Presently the erratic movements of his surroundings quieted down. He became aware that Denbigh and Stirling, lying in their bunks on the other side of the cabin, were still sleeping and breathing stertorously.

"Now how in the name of goodness did those fellows get into my cabin?" asked the puzzled Irishman, for he was under the impression that he was on board the Nichi Maru. "Has someone been having a rag?"

From the alley-way came the sound of voices. He listened. The speakers were making use of a foreign language. It was not the soft, pleasing Japanese tongue—something harsh and guttural.

"German!" ejaculated O'Hara. "By my blessed namesake I remember it all now."

He leapt from his bunk and, crossing the cabin, shook Denbigh by the shoulders. The Sub's only reply was a grunt of semi-conscious expostulation. O'Hara turned his attentions to the Scot.
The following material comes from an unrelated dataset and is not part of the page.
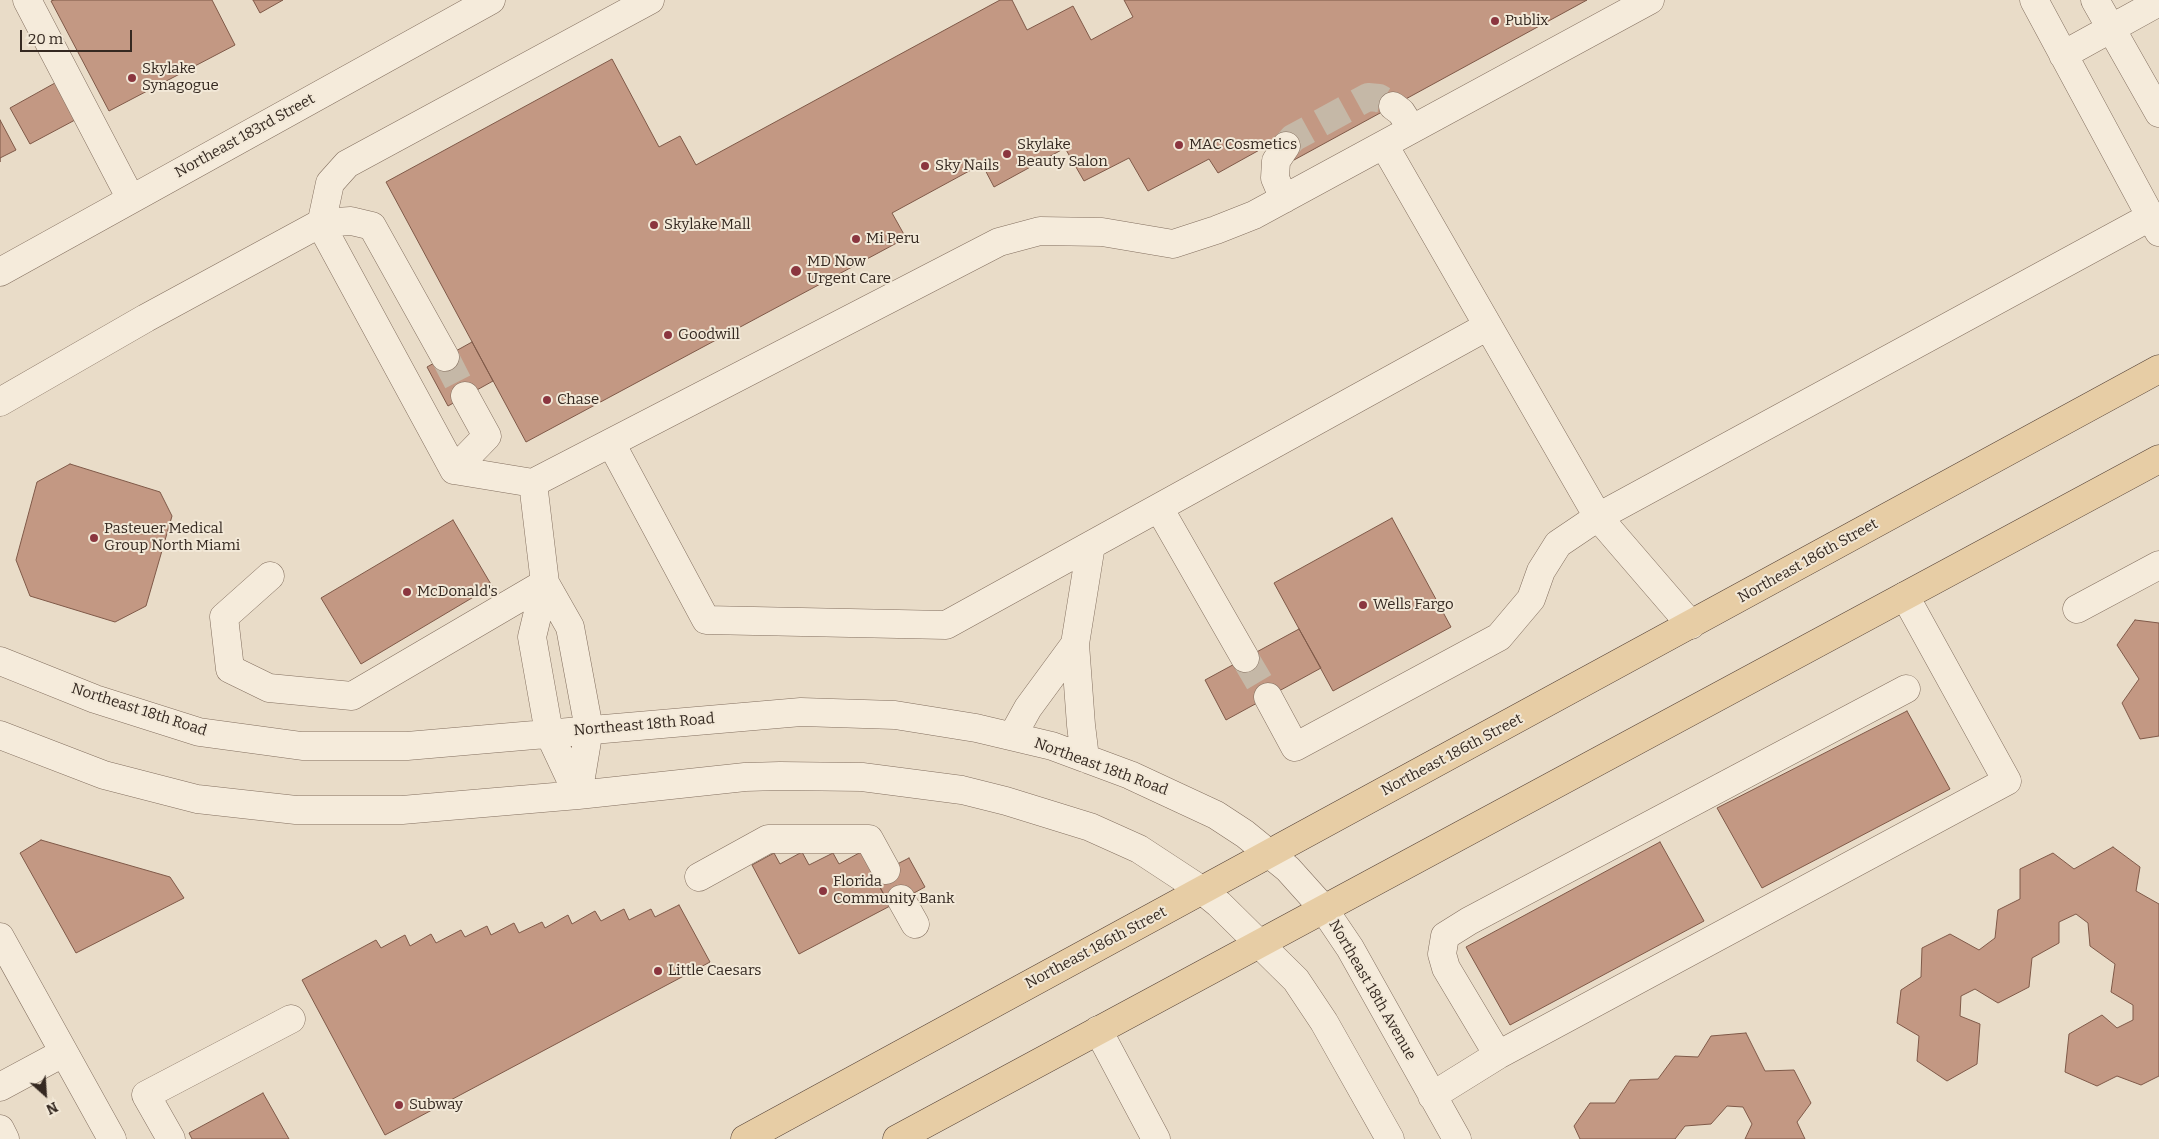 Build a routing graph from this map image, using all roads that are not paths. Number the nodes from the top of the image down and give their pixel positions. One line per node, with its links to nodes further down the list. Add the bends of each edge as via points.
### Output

"Fore!" muttered Stirling, engrossed in the joys of a round of golf in dreamland.

"More like twelve, be jabbers," retorted O'Hara. "The sun's well over the fore-yard. Show a leg and shine, you lazy bounder."

The discipline imbued in the old Dartmouth College was too strong to resist the nautical invitation to get up. Stirling rolled from his bunk—fortunately it was the underneath one—and subsided heavily upon the floor.